Still, for Meservey, the gains don’t counterbalance the concerns about appearing and doing business with leaders with troubling human rights records. Authoritarian governments like Ethiopia’s see democracy, civil society and a free press “as an existential threat” and are willing to act harshly to ensure their own survival.
“Its leaders are not going to blossom into human rights defenders simply because they received a stern talking-to,” Meservey said. “A strong and stable democracy, which is the best system for ensuring a government respects its people’s human rights, will only be built in an authoritarian context through grass-roots, ground-up effort anyway.
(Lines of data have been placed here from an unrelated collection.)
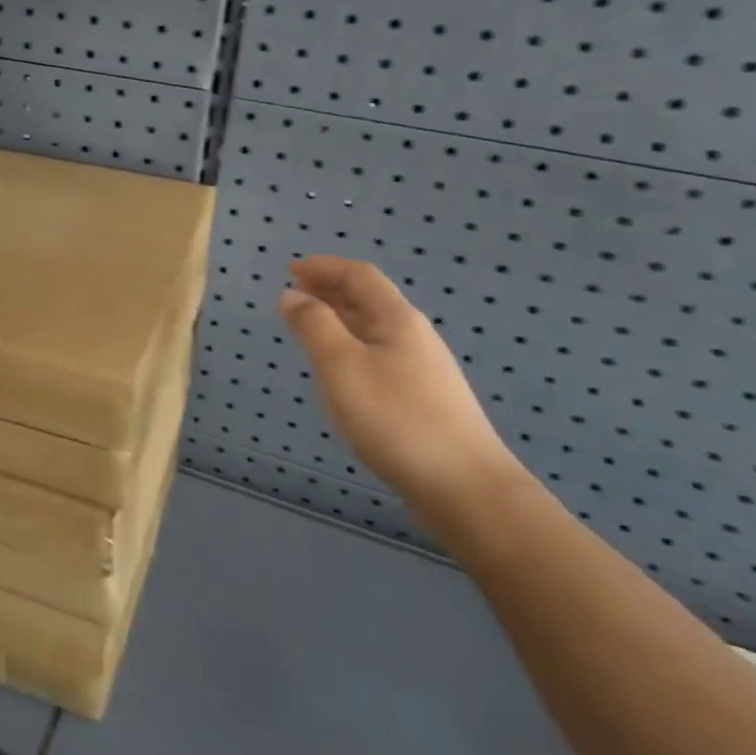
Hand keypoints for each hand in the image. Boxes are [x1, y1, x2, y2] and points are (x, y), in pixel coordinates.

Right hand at [278, 256, 524, 519]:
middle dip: (330, 290)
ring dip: (339, 319)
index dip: (325, 267)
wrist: (464, 487)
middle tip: (294, 293)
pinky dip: (350, 348)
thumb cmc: (395, 418)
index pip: (359, 276)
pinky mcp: (422, 400)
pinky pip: (378, 356)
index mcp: (396, 319)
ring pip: (373, 330)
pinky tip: (339, 372)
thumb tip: (292, 295)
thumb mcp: (341, 366)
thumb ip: (313, 326)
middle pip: (369, 300)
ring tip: (309, 328)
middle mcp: (413, 337)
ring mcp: (422, 370)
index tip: (291, 268)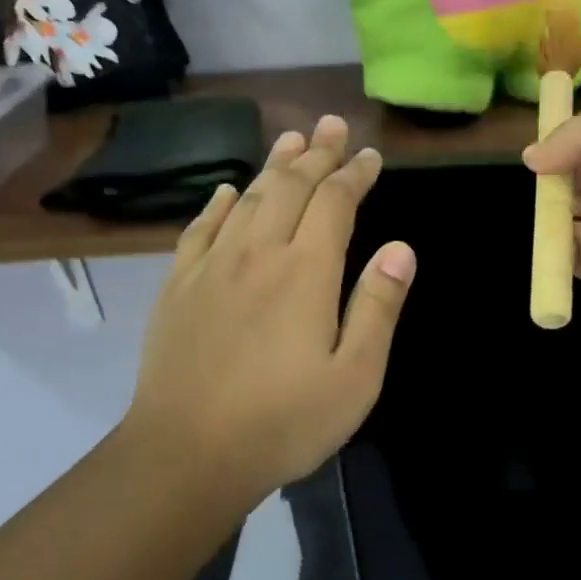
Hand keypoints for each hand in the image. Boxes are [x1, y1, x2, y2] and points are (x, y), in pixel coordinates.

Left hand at [131, 115, 416, 502]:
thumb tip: (402, 249)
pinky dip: (216, 203)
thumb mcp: (356, 376)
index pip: (335, 203)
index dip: (354, 174)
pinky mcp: (178, 288)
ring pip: (245, 198)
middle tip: (332, 124)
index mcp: (306, 271)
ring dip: (272, 165)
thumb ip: (378, 306)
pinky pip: (199, 229)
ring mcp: (212, 267)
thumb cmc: (284, 421)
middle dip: (316, 153)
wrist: (186, 454)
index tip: (370, 156)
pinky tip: (224, 191)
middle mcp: (258, 253)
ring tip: (290, 139)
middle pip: (290, 187)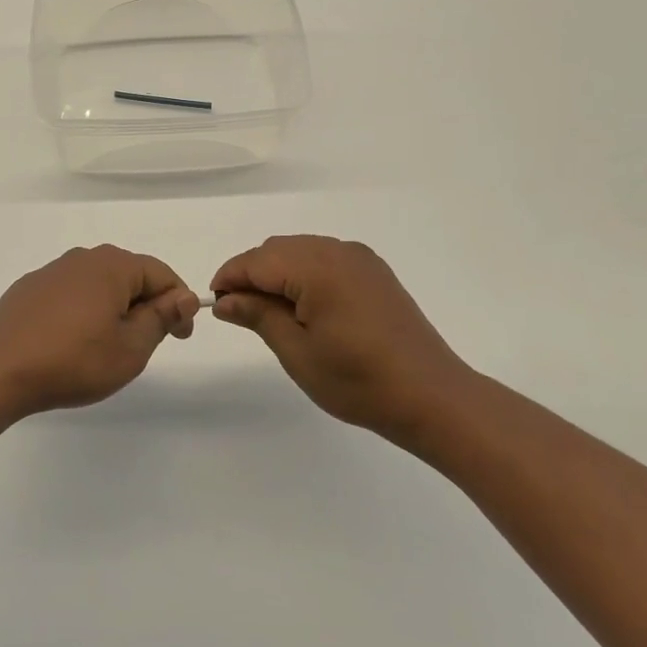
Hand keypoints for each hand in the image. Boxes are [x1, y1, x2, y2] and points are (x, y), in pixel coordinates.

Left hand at [0, 246, 199, 416]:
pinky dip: (82, 311)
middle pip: (128, 275)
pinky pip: (69, 294)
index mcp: (112, 266)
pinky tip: (73, 341)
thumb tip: (183, 297)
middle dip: (145, 305)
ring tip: (109, 345)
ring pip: (97, 284)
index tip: (181, 336)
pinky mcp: (28, 289)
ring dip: (112, 308)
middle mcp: (82, 258)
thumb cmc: (74, 361)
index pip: (160, 274)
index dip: (178, 304)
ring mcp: (51, 272)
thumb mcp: (130, 348)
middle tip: (147, 343)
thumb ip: (160, 318)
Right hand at [211, 235, 476, 441]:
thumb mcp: (297, 352)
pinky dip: (304, 274)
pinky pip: (325, 259)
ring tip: (270, 313)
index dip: (230, 278)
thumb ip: (258, 316)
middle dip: (252, 274)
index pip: (257, 260)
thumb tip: (225, 300)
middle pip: (277, 249)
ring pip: (301, 251)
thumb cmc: (359, 381)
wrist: (432, 397)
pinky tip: (304, 307)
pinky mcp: (374, 272)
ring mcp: (360, 259)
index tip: (215, 303)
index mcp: (317, 268)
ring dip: (278, 273)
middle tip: (240, 313)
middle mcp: (338, 252)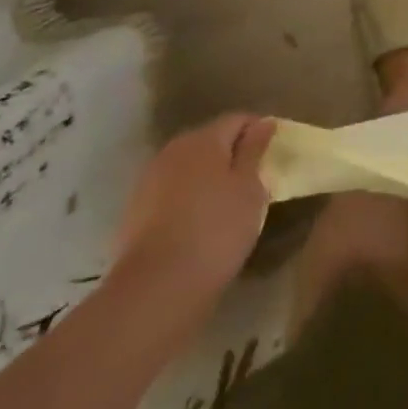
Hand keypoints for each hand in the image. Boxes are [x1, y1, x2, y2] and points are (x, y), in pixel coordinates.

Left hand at [112, 114, 275, 304]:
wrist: (156, 288)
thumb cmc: (217, 229)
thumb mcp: (250, 188)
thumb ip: (255, 151)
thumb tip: (263, 122)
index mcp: (204, 139)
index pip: (238, 119)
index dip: (258, 131)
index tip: (273, 154)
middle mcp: (173, 150)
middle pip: (210, 140)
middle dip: (231, 153)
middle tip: (252, 179)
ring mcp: (149, 180)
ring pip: (188, 167)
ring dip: (208, 176)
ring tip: (226, 203)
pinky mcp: (134, 211)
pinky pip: (171, 191)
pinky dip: (188, 198)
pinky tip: (198, 222)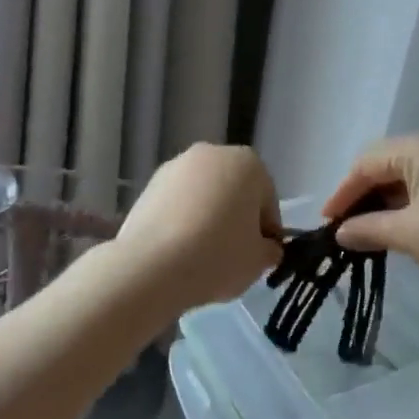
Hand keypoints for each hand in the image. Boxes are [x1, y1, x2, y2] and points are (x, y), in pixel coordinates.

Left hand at [117, 144, 282, 307]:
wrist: (152, 265)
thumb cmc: (218, 256)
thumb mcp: (259, 260)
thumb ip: (270, 249)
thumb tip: (265, 247)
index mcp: (248, 163)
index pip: (267, 199)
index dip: (266, 231)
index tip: (258, 256)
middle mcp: (212, 153)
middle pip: (233, 190)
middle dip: (235, 218)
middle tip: (231, 255)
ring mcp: (176, 166)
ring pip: (203, 195)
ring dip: (206, 217)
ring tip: (200, 255)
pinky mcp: (149, 184)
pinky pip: (176, 203)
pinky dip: (181, 220)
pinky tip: (177, 249)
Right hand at [324, 132, 418, 308]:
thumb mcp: (410, 235)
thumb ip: (368, 229)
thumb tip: (340, 233)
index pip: (367, 163)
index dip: (343, 193)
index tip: (326, 223)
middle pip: (385, 165)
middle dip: (362, 197)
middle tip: (344, 229)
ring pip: (406, 178)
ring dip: (384, 204)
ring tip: (367, 234)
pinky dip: (407, 208)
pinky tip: (399, 231)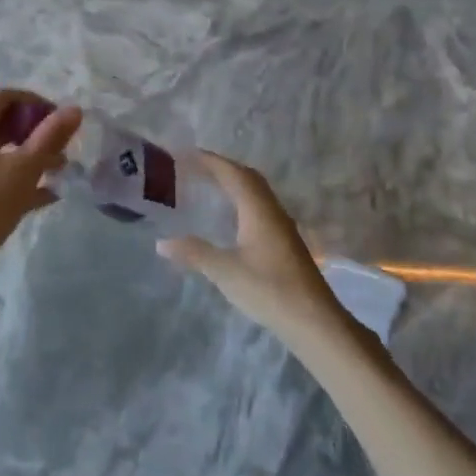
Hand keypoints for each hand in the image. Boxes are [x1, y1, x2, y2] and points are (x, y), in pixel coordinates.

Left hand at [0, 89, 81, 276]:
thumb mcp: (24, 169)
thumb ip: (50, 137)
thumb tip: (74, 109)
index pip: (3, 97)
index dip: (33, 101)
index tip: (57, 118)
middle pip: (2, 123)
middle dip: (35, 131)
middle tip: (61, 146)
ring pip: (1, 151)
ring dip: (31, 156)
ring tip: (60, 171)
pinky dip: (19, 178)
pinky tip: (47, 196)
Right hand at [157, 152, 351, 346]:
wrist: (315, 322)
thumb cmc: (269, 290)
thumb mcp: (225, 272)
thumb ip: (194, 253)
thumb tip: (161, 243)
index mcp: (258, 210)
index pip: (233, 173)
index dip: (210, 161)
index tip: (185, 154)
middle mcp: (272, 211)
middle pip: (247, 177)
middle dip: (221, 167)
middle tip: (194, 167)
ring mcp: (282, 226)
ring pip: (256, 193)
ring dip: (233, 183)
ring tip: (208, 186)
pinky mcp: (285, 242)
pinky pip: (260, 207)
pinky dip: (241, 200)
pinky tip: (230, 218)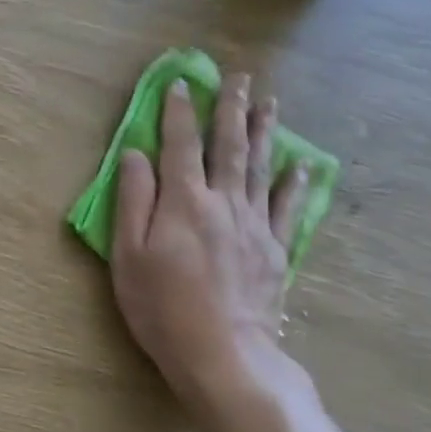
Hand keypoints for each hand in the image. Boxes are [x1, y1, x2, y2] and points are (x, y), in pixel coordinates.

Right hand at [110, 74, 311, 420]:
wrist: (223, 353)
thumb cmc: (161, 306)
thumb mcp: (128, 255)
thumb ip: (133, 200)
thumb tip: (136, 154)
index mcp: (183, 201)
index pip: (180, 145)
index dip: (179, 112)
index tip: (182, 83)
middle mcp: (223, 203)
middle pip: (228, 147)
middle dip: (231, 109)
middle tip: (240, 77)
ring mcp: (254, 225)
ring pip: (260, 168)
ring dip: (264, 132)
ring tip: (270, 103)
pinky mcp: (275, 251)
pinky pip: (287, 208)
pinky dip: (295, 183)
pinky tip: (301, 165)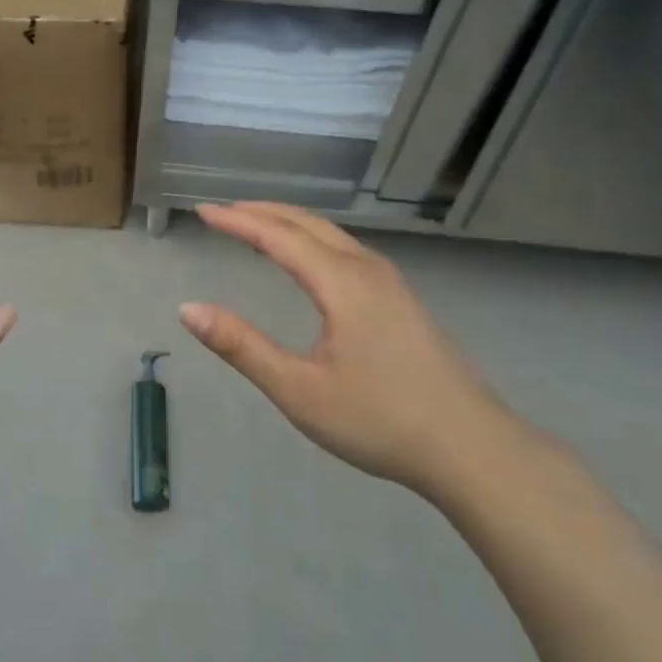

The most effective contribution the U.S. can make is to robustly encourage that.”
One former U.S. ambassador to Kenya under President George W. Bush called Obama’s trip “an unqualified, perhaps even a great, success,” pointing to the way he publicly acknowledged differences with Kenyatta “in a way that did not offend his hosts.”
Ethiopia and Kenya are pivotal states, said the former ambassador, William Bellamy, as deserving of a presidential visit as other emerging economies and strategic partners.
“We don't maximize our influence on governments with which we have differences by staying home and berating or lecturing from afar,” said Bellamy. “Those days are pretty much over, even in Africa.”
Times staff writer Robyn Dixon in Johannesburg, South Africa, contributed to this report.